Le long des rues étroites de Séoul, les petites maisons s’imbriquent bien serré pour se tenir chaud sous la neige. Kang Full dessine chaque mur, chaque porte, chaque toit enneigé, qui laisse à découvert les volutes des tuiles bleues, chaque fenêtre à barreaux, chaque enseigne de boutique, tous ces détails d’un environnement proche auquel on ne prête pas toujours attention, avec beaucoup de précision et de chaleur. Un univers rectiligne, où chaque élément est souligné par un contour noir et net, où seuls les câbles électriques et les stores commerciaux lourds de neige créent un léger déséquilibre, mais dans lequel tous les angles sont adoucis, comme polis par la neige ouatée. Des couleurs chaudes plein les pages pour une nuit froide et bleue, des flocons comme des étoiles, et dans la neige fraîche, les traces de pas d’un petit garçon s’intercalent dans celles d’un chaton. Il fait nuit, et pourtant ces deux-là se promènent, ils explorent le quartier, s’enfoncent dans des ruelles étroites, parfois sans issue. Ils cherchent la maison du chaton, et se retrouvent face à face avec un gros dogue grognon, un chat noir solitaire et menaçant, et une petite souris affolée. Les personnages tout en rondeurs, à la mine naïve et sage à la fois, sont autant de reflets de l’enfance.

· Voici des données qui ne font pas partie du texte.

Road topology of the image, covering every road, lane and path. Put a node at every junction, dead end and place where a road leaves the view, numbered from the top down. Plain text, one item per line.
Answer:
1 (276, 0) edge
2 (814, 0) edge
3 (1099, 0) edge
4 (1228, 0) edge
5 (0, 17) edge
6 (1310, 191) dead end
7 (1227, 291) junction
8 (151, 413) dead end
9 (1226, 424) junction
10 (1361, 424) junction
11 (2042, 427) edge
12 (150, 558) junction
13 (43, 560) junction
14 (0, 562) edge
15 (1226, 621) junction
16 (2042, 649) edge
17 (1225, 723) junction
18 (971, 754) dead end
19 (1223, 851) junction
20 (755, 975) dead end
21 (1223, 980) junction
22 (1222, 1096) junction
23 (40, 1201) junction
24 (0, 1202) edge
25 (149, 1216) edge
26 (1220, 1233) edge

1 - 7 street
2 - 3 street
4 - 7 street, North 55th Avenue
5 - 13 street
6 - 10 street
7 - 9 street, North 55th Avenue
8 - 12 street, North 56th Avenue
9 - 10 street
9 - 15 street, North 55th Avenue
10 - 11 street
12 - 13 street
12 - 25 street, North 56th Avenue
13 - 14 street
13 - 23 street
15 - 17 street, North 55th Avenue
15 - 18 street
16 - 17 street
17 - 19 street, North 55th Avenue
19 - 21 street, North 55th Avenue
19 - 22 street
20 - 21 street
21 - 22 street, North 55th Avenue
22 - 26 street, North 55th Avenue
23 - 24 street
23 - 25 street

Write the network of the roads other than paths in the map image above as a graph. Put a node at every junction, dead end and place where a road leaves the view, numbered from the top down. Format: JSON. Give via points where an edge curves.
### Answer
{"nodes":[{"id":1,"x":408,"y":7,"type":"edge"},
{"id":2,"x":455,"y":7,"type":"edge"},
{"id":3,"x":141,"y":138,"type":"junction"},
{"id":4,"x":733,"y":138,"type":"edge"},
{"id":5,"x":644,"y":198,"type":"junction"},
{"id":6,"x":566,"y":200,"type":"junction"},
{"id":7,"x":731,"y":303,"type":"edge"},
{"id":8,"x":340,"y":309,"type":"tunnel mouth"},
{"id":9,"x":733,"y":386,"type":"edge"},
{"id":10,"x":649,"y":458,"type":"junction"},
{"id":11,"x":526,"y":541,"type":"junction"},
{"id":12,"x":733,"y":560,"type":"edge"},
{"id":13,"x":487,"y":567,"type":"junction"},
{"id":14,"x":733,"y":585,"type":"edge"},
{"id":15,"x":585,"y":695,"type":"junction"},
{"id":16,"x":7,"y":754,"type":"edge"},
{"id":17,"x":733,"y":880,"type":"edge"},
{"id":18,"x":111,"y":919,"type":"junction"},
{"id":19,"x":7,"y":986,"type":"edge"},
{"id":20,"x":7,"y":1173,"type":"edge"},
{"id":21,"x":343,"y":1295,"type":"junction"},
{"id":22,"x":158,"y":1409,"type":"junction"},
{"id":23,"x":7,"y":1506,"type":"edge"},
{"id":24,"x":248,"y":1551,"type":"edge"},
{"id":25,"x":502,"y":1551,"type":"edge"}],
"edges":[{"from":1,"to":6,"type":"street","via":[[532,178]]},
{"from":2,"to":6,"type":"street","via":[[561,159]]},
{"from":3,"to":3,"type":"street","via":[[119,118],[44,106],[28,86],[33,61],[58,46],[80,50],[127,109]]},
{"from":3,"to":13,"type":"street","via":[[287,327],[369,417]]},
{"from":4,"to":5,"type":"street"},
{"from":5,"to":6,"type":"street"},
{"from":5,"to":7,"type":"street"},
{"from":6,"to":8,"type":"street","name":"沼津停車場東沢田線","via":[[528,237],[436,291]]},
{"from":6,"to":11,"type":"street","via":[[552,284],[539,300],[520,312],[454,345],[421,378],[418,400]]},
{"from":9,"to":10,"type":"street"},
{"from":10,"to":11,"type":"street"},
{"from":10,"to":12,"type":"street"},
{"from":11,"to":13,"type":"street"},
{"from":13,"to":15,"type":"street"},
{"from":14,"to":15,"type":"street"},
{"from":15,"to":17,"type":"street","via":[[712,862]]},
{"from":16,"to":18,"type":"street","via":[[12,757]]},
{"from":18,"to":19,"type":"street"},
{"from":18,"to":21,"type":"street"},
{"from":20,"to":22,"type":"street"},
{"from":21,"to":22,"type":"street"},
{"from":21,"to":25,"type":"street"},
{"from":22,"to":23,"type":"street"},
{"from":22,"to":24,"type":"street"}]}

Les illustrations occupent diversement les pages en guidant le regard du lecteur. Le texte, simple et précis, profite d’une police de caractères qui évoque la finesse d’une écriture à la plume. Grâce à la gentillesse de l’enfant, chacun se détend et accepte de faire connaissance. L’enfant et le chaton se séparent, le petit garçon retrouve son chemin avec les indications de ses nouveaux amis, le petit chat n’a plus peur tout seul dans la nuit, et va retrouver ses parents.

Une histoire tendre et un bien bel objet que cet album pour les petits, qui pourrait bien fasciner les plus grands. Souhaitons que l’incursion de Kang Full auteur reconnu de manhwas, dans l’univers de la littérature enfantine se prolonge par d’autres oeuvres aussi réussies.